**RECORDS SUPPLIED:**
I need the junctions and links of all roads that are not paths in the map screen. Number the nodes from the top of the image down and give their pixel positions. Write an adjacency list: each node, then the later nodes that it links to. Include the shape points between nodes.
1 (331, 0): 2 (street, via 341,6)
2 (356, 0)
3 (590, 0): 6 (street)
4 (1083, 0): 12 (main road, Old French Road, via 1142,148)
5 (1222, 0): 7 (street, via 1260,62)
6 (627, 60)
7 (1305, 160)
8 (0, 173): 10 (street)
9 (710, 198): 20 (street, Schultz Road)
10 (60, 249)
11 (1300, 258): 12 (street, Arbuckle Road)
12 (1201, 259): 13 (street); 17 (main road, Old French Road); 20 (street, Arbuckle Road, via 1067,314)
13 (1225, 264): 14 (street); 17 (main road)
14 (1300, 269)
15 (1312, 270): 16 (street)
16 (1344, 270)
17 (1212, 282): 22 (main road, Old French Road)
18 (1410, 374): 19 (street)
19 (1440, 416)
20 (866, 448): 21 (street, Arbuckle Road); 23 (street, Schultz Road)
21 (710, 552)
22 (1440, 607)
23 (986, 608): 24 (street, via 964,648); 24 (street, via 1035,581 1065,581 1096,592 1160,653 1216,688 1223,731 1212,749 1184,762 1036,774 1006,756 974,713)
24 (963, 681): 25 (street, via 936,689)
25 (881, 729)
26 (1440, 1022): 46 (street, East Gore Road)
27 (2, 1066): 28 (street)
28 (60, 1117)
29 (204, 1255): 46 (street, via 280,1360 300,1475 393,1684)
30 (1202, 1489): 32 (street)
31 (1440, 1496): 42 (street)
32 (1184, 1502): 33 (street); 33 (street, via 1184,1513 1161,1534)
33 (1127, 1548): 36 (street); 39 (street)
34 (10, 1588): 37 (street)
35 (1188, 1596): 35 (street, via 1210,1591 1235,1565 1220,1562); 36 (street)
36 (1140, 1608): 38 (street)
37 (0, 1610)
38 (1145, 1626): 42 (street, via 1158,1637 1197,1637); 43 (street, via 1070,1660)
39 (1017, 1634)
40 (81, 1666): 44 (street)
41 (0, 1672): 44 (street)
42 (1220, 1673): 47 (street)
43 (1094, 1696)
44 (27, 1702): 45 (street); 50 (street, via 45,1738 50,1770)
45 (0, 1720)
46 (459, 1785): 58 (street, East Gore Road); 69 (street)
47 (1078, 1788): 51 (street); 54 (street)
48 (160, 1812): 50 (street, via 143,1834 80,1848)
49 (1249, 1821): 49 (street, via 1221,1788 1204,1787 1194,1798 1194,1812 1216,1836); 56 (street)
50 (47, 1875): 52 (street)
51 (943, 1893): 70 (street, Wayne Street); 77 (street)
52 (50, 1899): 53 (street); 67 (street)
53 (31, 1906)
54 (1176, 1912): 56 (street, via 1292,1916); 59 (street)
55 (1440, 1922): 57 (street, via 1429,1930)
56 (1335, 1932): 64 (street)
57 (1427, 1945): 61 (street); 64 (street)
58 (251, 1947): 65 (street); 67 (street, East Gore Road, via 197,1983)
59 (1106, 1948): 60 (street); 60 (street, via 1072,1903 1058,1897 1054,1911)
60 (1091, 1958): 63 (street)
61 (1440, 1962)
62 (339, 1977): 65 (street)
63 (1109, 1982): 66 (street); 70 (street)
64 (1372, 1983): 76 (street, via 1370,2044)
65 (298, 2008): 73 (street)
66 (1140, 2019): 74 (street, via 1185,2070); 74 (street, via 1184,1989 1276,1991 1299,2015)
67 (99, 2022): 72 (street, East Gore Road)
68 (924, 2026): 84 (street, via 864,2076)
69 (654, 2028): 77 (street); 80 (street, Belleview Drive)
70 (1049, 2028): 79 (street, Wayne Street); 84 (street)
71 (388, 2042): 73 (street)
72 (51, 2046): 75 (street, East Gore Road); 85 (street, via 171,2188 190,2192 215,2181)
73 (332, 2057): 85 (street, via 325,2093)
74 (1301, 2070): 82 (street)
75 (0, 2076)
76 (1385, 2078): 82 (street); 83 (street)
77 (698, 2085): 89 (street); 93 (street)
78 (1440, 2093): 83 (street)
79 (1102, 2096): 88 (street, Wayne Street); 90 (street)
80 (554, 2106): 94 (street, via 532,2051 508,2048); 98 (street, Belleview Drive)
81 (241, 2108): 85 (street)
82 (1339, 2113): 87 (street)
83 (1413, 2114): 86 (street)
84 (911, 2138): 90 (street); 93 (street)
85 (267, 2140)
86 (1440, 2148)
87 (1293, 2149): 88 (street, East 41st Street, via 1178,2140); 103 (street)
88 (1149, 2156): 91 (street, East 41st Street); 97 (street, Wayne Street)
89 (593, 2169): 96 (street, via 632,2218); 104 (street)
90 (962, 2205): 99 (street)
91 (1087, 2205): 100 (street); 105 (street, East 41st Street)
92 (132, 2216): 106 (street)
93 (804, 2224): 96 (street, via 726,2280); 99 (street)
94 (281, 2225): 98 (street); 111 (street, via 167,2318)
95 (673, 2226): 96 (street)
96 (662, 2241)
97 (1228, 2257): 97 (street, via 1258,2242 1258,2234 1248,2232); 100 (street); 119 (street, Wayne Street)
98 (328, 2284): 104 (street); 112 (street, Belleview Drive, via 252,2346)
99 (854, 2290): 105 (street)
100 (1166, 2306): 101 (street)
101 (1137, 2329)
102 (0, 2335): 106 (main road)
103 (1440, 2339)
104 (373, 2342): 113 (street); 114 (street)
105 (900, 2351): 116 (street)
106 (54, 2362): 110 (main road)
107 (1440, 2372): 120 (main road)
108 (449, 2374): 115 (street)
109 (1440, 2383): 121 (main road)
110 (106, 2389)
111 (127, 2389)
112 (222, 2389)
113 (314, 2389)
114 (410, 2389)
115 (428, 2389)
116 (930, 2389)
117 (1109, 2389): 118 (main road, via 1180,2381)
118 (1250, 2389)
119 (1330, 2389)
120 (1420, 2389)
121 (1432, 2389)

**WHAT IS NEEDED:** Without leaving anything out, output all of the material exactly.

**REPLY:**
I need the junctions and links of all roads that are not paths in the map screen. Number the nodes from the top of the image down and give their pixel positions. Write an adjacency list: each node, then the later nodes that it links to. Include the shape points between nodes.
1 (331, 0): 2 (street, via 341,6)
2 (356, 0)
3 (590, 0): 6 (street)
4 (1083, 0): 12 (main road, Old French Road, via 1142,148)
5 (1222, 0): 7 (street, via 1260,62)
6 (627, 60)
7 (1305, 160)
8 (0, 173): 10 (street)
9 (710, 198): 20 (street, Schultz Road)
10 (60, 249)
11 (1300, 258): 12 (street, Arbuckle Road)
12 (1201, 259): 13 (street); 17 (main road, Old French Road); 20 (street, Arbuckle Road, via 1067,314)
13 (1225, 264): 14 (street); 17 (main road)
14 (1300, 269)
15 (1312, 270): 16 (street)
16 (1344, 270)
17 (1212, 282): 22 (main road, Old French Road)
18 (1410, 374): 19 (street)
19 (1440, 416)
20 (866, 448): 21 (street, Arbuckle Road); 23 (street, Schultz Road)
21 (710, 552)
22 (1440, 607)
23 (986, 608): 24 (street, via 964,648); 24 (street, via 1035,581 1065,581 1096,592 1160,653 1216,688 1223,731 1212,749 1184,762 1036,774 1006,756 974,713)
24 (963, 681): 25 (street, via 936,689)
25 (881, 729)
26 (1440, 1022): 46 (street, East Gore Road)
27 (2, 1066): 28 (street)
28 (60, 1117)
29 (204, 1255): 46 (street, via 280,1360 300,1475 393,1684)
30 (1202, 1489): 32 (street)
31 (1440, 1496): 42 (street)
32 (1184, 1502): 33 (street); 33 (street, via 1184,1513 1161,1534)
33 (1127, 1548): 36 (street); 39 (street)
34 (10, 1588): 37 (street)
35 (1188, 1596): 35 (street, via 1210,1591 1235,1565 1220,1562); 36 (street)
36 (1140, 1608): 38 (street)
37 (0, 1610)
38 (1145, 1626): 42 (street, via 1158,1637 1197,1637); 43 (street, via 1070,1660)
39 (1017, 1634)
40 (81, 1666): 44 (street)
41 (0, 1672): 44 (street)
42 (1220, 1673): 47 (street)
43 (1094, 1696)
44 (27, 1702): 45 (street); 50 (street, via 45,1738 50,1770)
45 (0, 1720)
46 (459, 1785): 58 (street, East Gore Road); 69 (street)
47 (1078, 1788): 51 (street); 54 (street)
48 (160, 1812): 50 (street, via 143,1834 80,1848)
49 (1249, 1821): 49 (street, via 1221,1788 1204,1787 1194,1798 1194,1812 1216,1836); 56 (street)
50 (47, 1875): 52 (street)
51 (943, 1893): 70 (street, Wayne Street); 77 (street)
52 (50, 1899): 53 (street); 67 (street)
53 (31, 1906)
54 (1176, 1912): 56 (street, via 1292,1916); 59 (street)
55 (1440, 1922): 57 (street, via 1429,1930)
56 (1335, 1932): 64 (street)
57 (1427, 1945): 61 (street); 64 (street)
58 (251, 1947): 65 (street); 67 (street, East Gore Road, via 197,1983)
59 (1106, 1948): 60 (street); 60 (street, via 1072,1903 1058,1897 1054,1911)
60 (1091, 1958): 63 (street)
61 (1440, 1962)
62 (339, 1977): 65 (street)
63 (1109, 1982): 66 (street); 70 (street)
64 (1372, 1983): 76 (street, via 1370,2044)
65 (298, 2008): 73 (street)
66 (1140, 2019): 74 (street, via 1185,2070); 74 (street, via 1184,1989 1276,1991 1299,2015)
67 (99, 2022): 72 (street, East Gore Road)
68 (924, 2026): 84 (street, via 864,2076)
69 (654, 2028): 77 (street); 80 (street, Belleview Drive)
70 (1049, 2028): 79 (street, Wayne Street); 84 (street)
71 (388, 2042): 73 (street)
72 (51, 2046): 75 (street, East Gore Road); 85 (street, via 171,2188 190,2192 215,2181)
73 (332, 2057): 85 (street, via 325,2093)
74 (1301, 2070): 82 (street)
75 (0, 2076)
76 (1385, 2078): 82 (street); 83 (street)
77 (698, 2085): 89 (street); 93 (street)
78 (1440, 2093): 83 (street)
79 (1102, 2096): 88 (street, Wayne Street); 90 (street)
80 (554, 2106): 94 (street, via 532,2051 508,2048); 98 (street, Belleview Drive)
81 (241, 2108): 85 (street)
82 (1339, 2113): 87 (street)
83 (1413, 2114): 86 (street)
84 (911, 2138): 90 (street); 93 (street)
85 (267, 2140)
86 (1440, 2148)
87 (1293, 2149): 88 (street, East 41st Street, via 1178,2140); 103 (street)
88 (1149, 2156): 91 (street, East 41st Street); 97 (street, Wayne Street)
89 (593, 2169): 96 (street, via 632,2218); 104 (street)
90 (962, 2205): 99 (street)
91 (1087, 2205): 100 (street); 105 (street, East 41st Street)
92 (132, 2216): 106 (street)
93 (804, 2224): 96 (street, via 726,2280); 99 (street)
94 (281, 2225): 98 (street); 111 (street, via 167,2318)
95 (673, 2226): 96 (street)
96 (662, 2241)
97 (1228, 2257): 97 (street, via 1258,2242 1258,2234 1248,2232); 100 (street); 119 (street, Wayne Street)
98 (328, 2284): 104 (street); 112 (street, Belleview Drive, via 252,2346)
99 (854, 2290): 105 (street)
100 (1166, 2306): 101 (street)
101 (1137, 2329)
102 (0, 2335): 106 (main road)
103 (1440, 2339)
104 (373, 2342): 113 (street); 114 (street)
105 (900, 2351): 116 (street)
106 (54, 2362): 110 (main road)
107 (1440, 2372): 120 (main road)
108 (449, 2374): 115 (street)
109 (1440, 2383): 121 (main road)
110 (106, 2389)
111 (127, 2389)
112 (222, 2389)
113 (314, 2389)
114 (410, 2389)
115 (428, 2389)
116 (930, 2389)
117 (1109, 2389): 118 (main road, via 1180,2381)
118 (1250, 2389)
119 (1330, 2389)
120 (1420, 2389)
121 (1432, 2389)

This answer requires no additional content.